Contact Susan Edwards (sedwards@library.berkeley.edu or 510-643-6224)

Finding Articles

  • PsycInfo from the American Psychological Association is the core psychology research tool. It indexes peer reviewed articles, and has some great features -- such as the ability to find literature reviews, or articles that have a certain methodology (empirical, for example) or that have been published in the past few years. Here's a quick 2 page guide on how to search in PsycInfo UC-eLinks then makes it seamless (in many cases) to link directly to the article.
  • Annual Reviews in Psychology and Annual Reviews in Clinical Psychology are good starting places -- they provide literature reviews of important and emerging areas of research.
  • MIT CogNet includes the fulltext of journals, books and conference proceedings published by MIT in the cognitive sciences.
  • Of course you know Google, but do you know if you use Google Scholar the Library allows Google to pass you through to library licensed content?
  • CSA Illumina -- searches a combination of databases including PsycInfo, such as Sociological Abstracts, ERIC, HealthSciences, etc.
  • Academic Search Complete interdisciplinary database with good coverage of psychology and the allied disciplines of sociology, public policy, law, economics, ethnic studies, etc.
  • Hundreds of other electronic resources are available, listed by academic department (subject) or by title, or by type of content (newspapers, statistics, etc.)

Although there are several different "flavors" of databases, often you can make your searching more effective by using these features:

Power search features for most article databases:

  • Use synonyms -- there are many ways to express a concept (teenager or teenagers or adolescent)
  • Use "controlled vocabulary" (descriptors or subjects) if the database has them ... they bring related terms together.
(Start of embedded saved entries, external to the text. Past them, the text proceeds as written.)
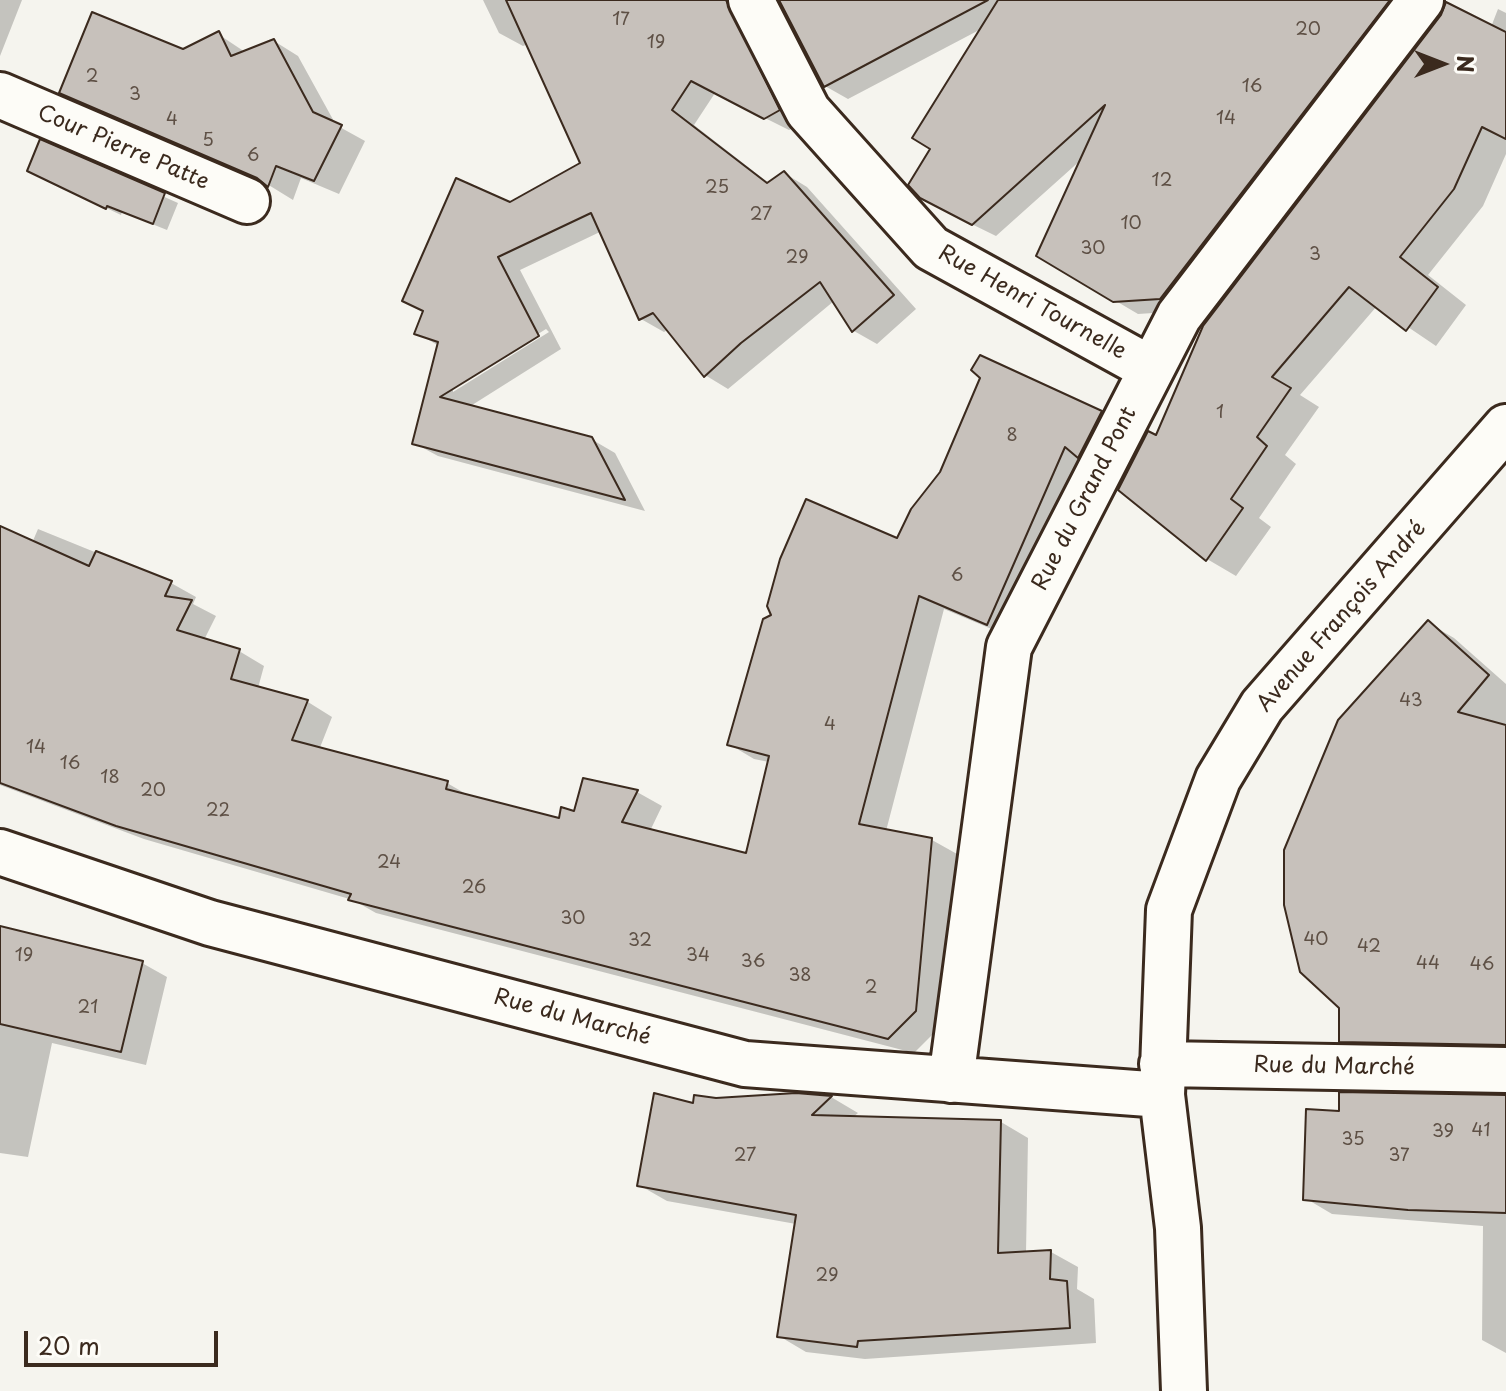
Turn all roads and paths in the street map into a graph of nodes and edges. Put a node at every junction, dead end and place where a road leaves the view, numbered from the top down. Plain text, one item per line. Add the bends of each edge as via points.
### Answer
1 (751, 0) edge
2 (1421, 0) edge
3 (0, 95) edge
4 (247, 201) dead end
5 (1151, 369) junction
6 (1506, 427) edge
7 (0, 852) edge
8 (1506, 1070) edge
9 (1162, 1079) junction
10 (951, 1080) junction
11 (1184, 1391) edge

1 - 5 street, Rue Henri Tournelle via 808,111 931,248
2 - 5 street, Rue du Grand Pont via 1179,316
3 - 4 street, Cour Pierre Patte
5 - 10 street, Rue du Grand Pont via 1009,647
6 - 9 street, Avenue François André via 1262,706 1218,779 1169,910
7 - 10 street, Rue du Marché via 210,923 745,1064
8 - 9 street, Rue du Marché
9 - 10 street, Rue du Marché
9 - 11 street, Avenue François André via 1178,1228

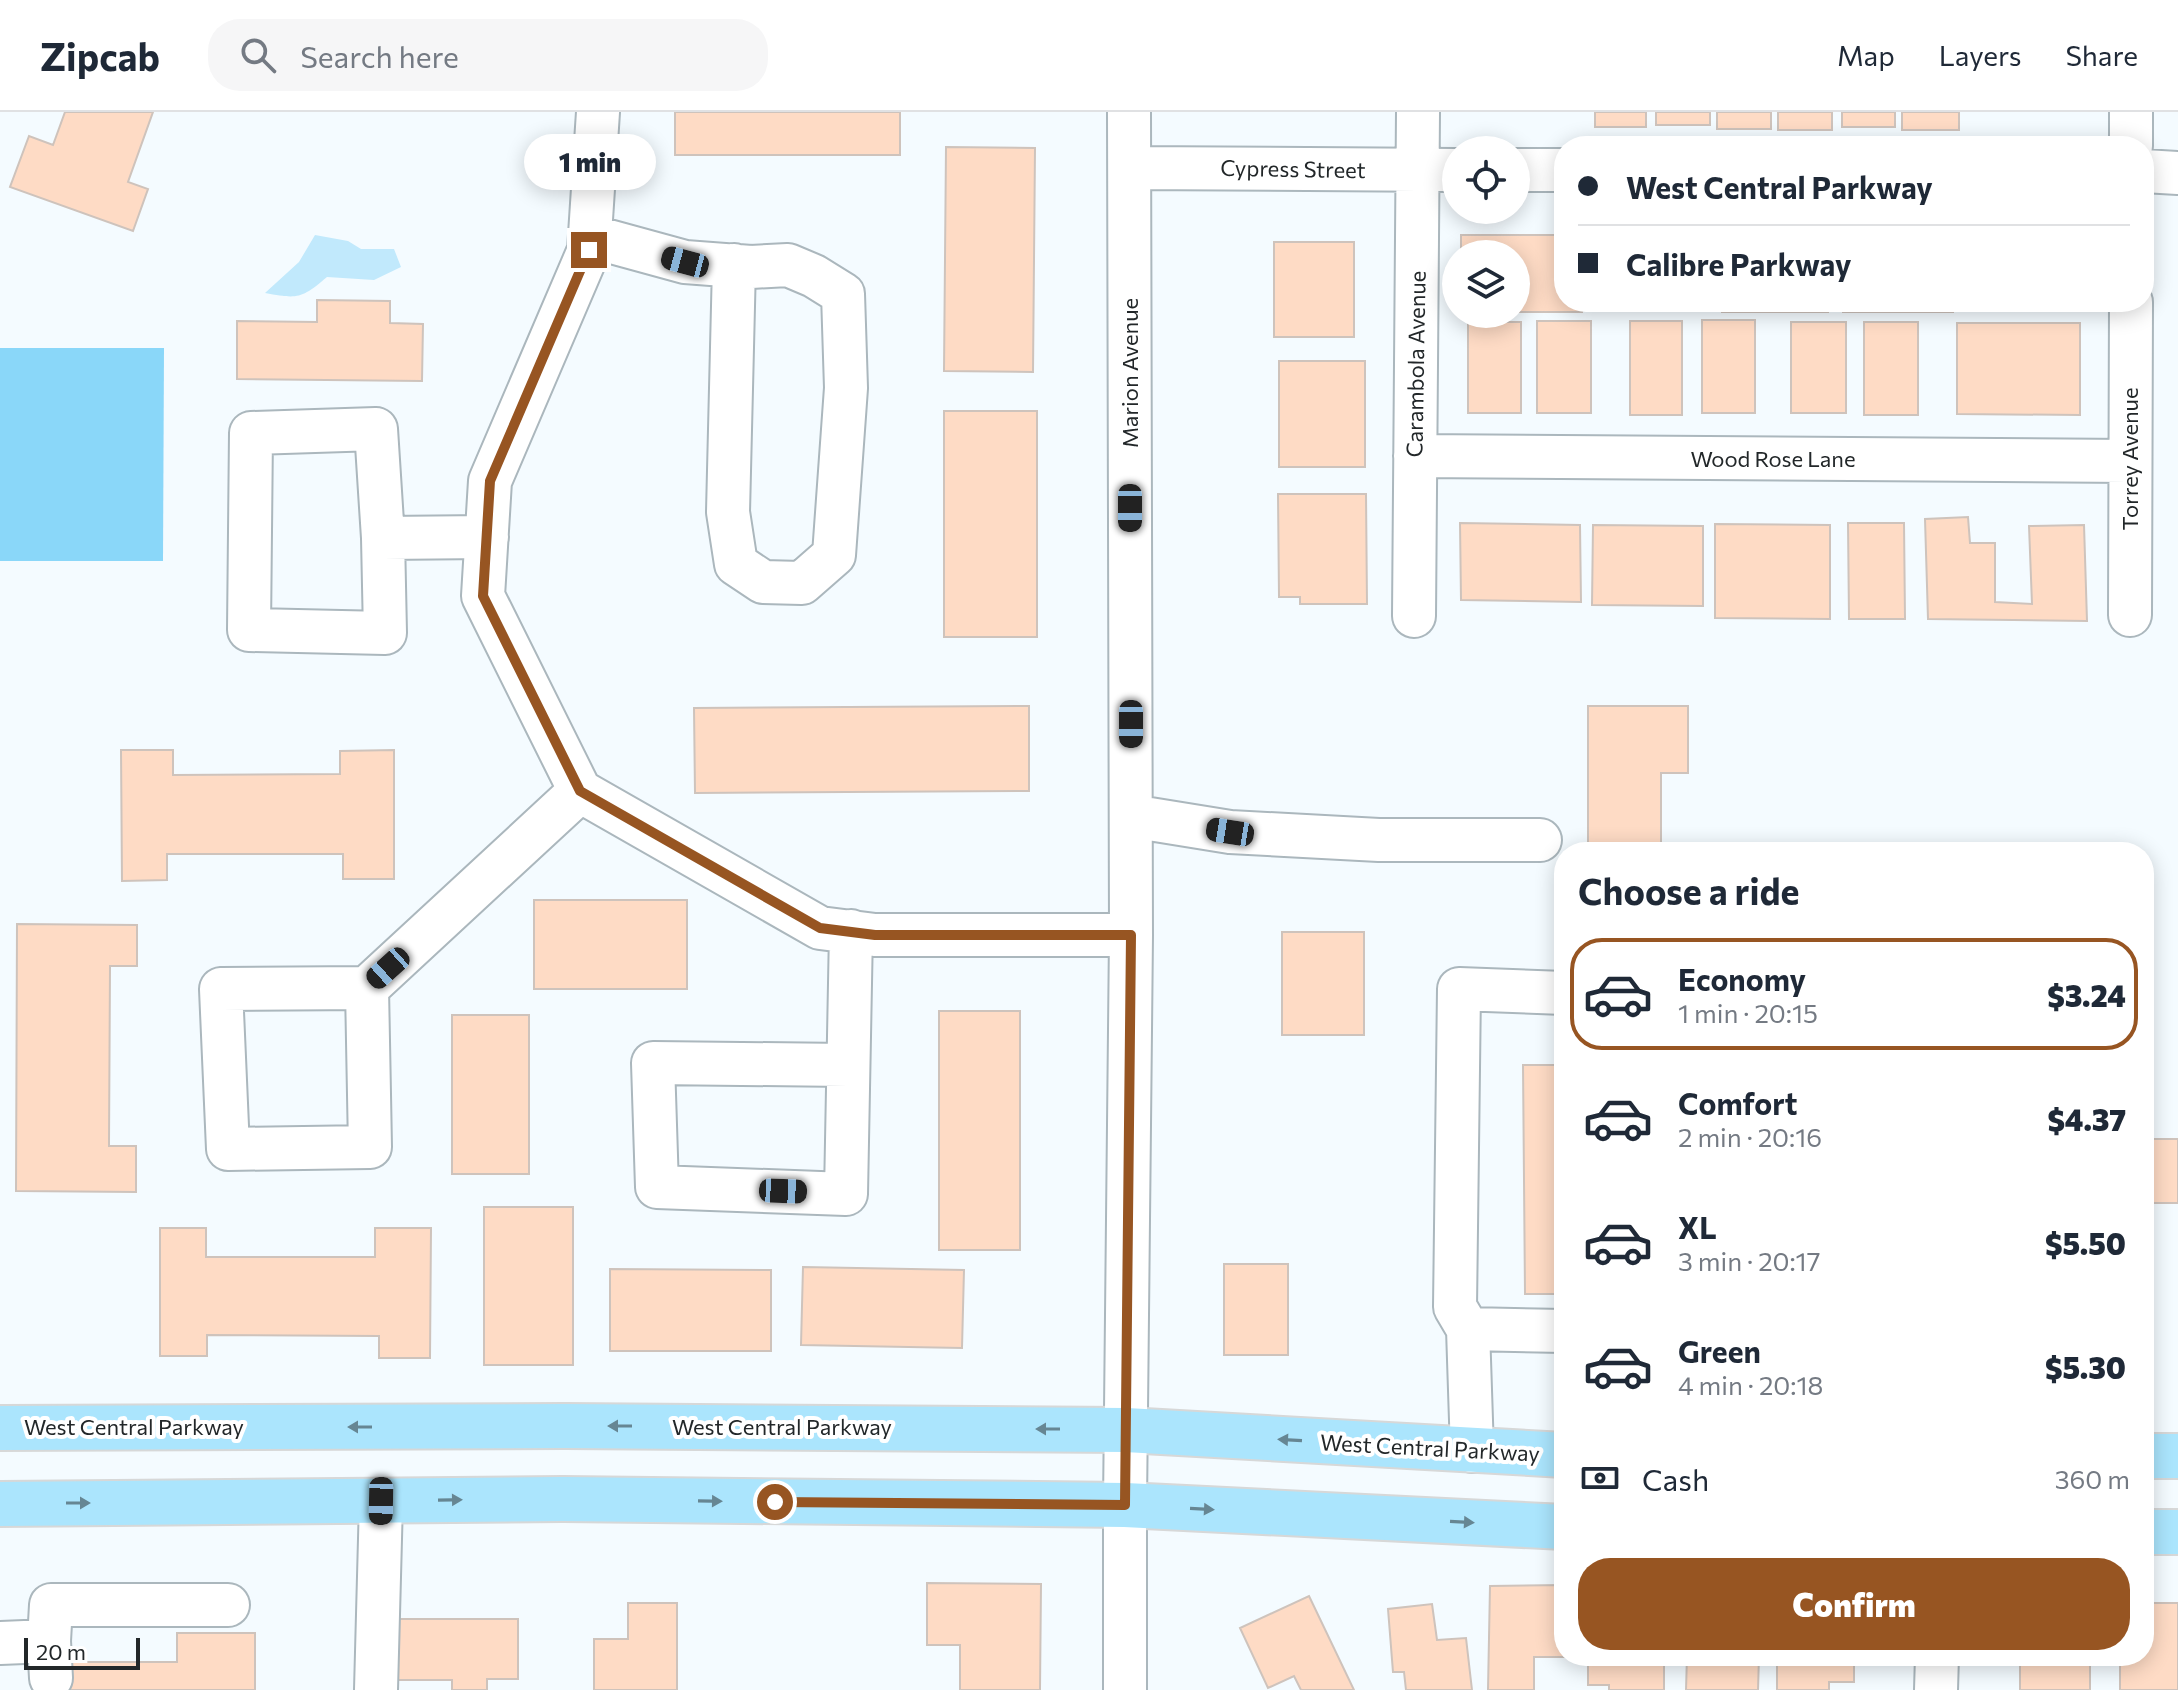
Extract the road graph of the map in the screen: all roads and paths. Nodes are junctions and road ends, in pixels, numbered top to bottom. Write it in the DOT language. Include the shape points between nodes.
graph roads {
  1 [pos="598,112"];
  2 [pos="1129,112"];
  3 [pos="1418,112"];
  4 [pos="2131,112"];
  5 [pos="2131,136"];
  6 [pos="1130,168"];
  7 [pos="1437,170"];
  8 [pos="1530,170"];
  9 [pos="1554,170"];
  10 [pos="2154,172"];
  11 [pos="2178,173"];
  12 [pos="590,236"];
  13 [pos="734,265"];
  14 [pos="2131,312"];
  15 [pos="1415,456"];
  16 [pos="2130,461"];
  17 [pos="487,537"];
  18 [pos="383,538"];
  19 [pos="2130,615"];
  20 [pos="1414,616"];
  21 [pos="580,791"];
  22 [pos="1131,816"];
  23 [pos="1540,840"];
  24 [pos="851,931"];
  25 [pos="1131,935"];
  26 [pos="367,988"];
  27 [pos="1554,993"];
  28 [pos="848,1065"];
  29 [pos="1468,1329"];
  30 [pos="1554,1331"];
  31 [pos="0,1428"];
  32 [pos="1126,1430"];
  33 [pos="1472,1451"];
  34 [pos="1554,1455"];
  35 [pos="2154,1456"];
  36 [pos="2178,1456"];
  37 [pos="381,1501"];
  38 [pos="0,1504"];
  39 [pos="1125,1505"];
  40 [pos="1554,1526"];
  41 [pos="2154,1532"];
  42 [pos="2178,1532"];
  43 [pos="228,1605"];
  44 [pos="0,1643"];
  45 [pos="1937,1666"];
  46 [pos="376,1690"];
  47 [pos="1125,1690"];
  48 [pos="1936,1690"];
  1 -- 12 [label="street"];
  2 -- 6 [label="street, Marion Avenue"];
  3 -- 7 [label="street, Carambola Avenue"];
  4 -- 5 [label="street"];
  6 -- 7 [label="street, Cypress Street"];
  6 -- 22 [label="street, Marion Avenue"];
  7 -- 15 [label="street, Carambola Avenue"];
  8 -- 9 [label="street"];
  10 -- 11 [label="street"];
  12 -- 13 [label="street" via="685,262"];
  12 -- 17 [label="street" via="589,250 490,481"];
  13 -- 13 [label="street" via="788,265 843,294 846,388 834,555 802,583 763,582 736,564 728,512"];
  14 -- 16 [label="street, Torrey Avenue"];
  15 -- 16 [label="street, Wood Rose Lane"];
  15 -- 20 [label="street, Carambola Avenue"];
  16 -- 19 [label="street, Torrey Avenue"];
  17 -- 18 [label="street"];
  17 -- 21 [label="street" via="483,596"];
  18 -- 18 [label="street" via="376,429 251,433 249,630 385,633"];
  21 -- 24 [label="street" via="820,928"];
  21 -- 26 [label="street"];
  22 -- 23 [label="street" via="1230,832 1379,840"];
  22 -- 25 [label="street, Marion Avenue"];
  24 -- 25 [label="street"];
  24 -- 28 [label="street"];
  25 -- 32 [label="street, Marion Avenue"];
  26 -- 26 [label="street" via="221,989 228,1149 370,1147"];
  27 -- 29 [label="street" via="1459,989 1455,1307"];
  28 -- 28 [label="street" via="846,1194 657,1187 653,1063"];
  29 -- 30 [label="street"];
  29 -- 33 [label="street"];
  32 -- 31 [label="main road, West Central Parkway, one-way"];
  33 -- 32 [label="main road, West Central Parkway, one-way"];
  32 -- 39 [label="street, Marion Avenue"];
  33 -- 34 [label="main road, West Central Parkway"];
  35 -- 36 [label="main road"];
  38 -- 37 [label="main road, one-way"];
  37 -- 39 [label="main road, one-way"];
  37 -- 46 [label="street"];
  39 -- 40 [label="main road, one-way"];
  39 -- 47 [label="street, Marion Avenue"];
  41 -- 42 [label="main road"];
  43 -- 44 [label="street" via="51,1605 50,1660"];
  45 -- 48 [label="street"];
}
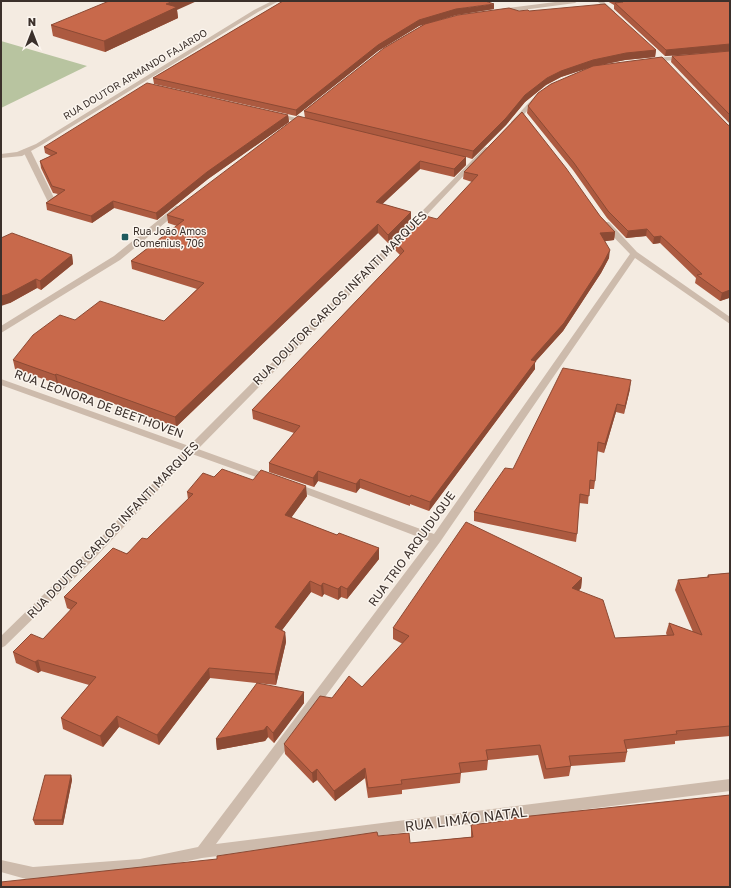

For example, do they use the term African American or Black?
  • Use truncation to get different forms of the word, for example teenage* will retrieve teenagers, teenager, teenaged, etc.
  • Use quotation marks when you want an "exact phrase"

Online Encyclopedia

Almost everyone loves and uses wikipedia -- but you know it isn't considered a scholarly source. Try the International Encyclopedia of the Social & Behavioral Sciences which provides scholarly overviews on various topics related to psychology. It includes sections on Cognitive Psychology and Cognitive Science, Clinical Psychology, Community Psychology, Psychology History and Fields and Psychiatry.

Citation Linker

Sometimes you find an article in a bibliography, a book or a footnote -- and you want to see if we have it. We have a very cool tool called the Citation Linker that searches through our online databases to see if it is available fulltext. If not, it sets up a search for the paper journal in Melvyl, and then allows you to request it through Interlibrary Loan if not at UCB.

Finding and Borrowing Books:

There are library catalogs that search for books in all the libraries of Berkeley, in all the UCs, from all over the U.S., or even internationally. When we don't have material enough here at UCB, you can borrow material through Interlibrary Loan. This is a fantastic service, and is free to you -- but it does take time! (Interlibrary Loan says that on average you should allow two weeks for delivery.)

Citing and Organizing Your Sources:

Citation and Paper Writing provides an overview of a variety of software that is available to organize your references and make it easy to format your citations and bibliography. We have a site license to RefWorks (freely available to UC Berkeley students and UCB alums) which is one way to format your citations, and it also includes the very useful "cite while you write" Word plug-in. You might also want to consider the web-friendly, free and open source Zoterowhich allows you to keep the full articles organized along with their citations, or the for-fee EndNote.

Off-Campus Access-- Proxy Server/VPN:

The Library pays for access to thousands of electronic journals, databases, etc. You can access these from off-campus, by following these directions.

Journal Citation Reports via ISI, Web of Knowledge

JCR includes a variety of tools to examine the impact of a journal, or a group of journals, in a field.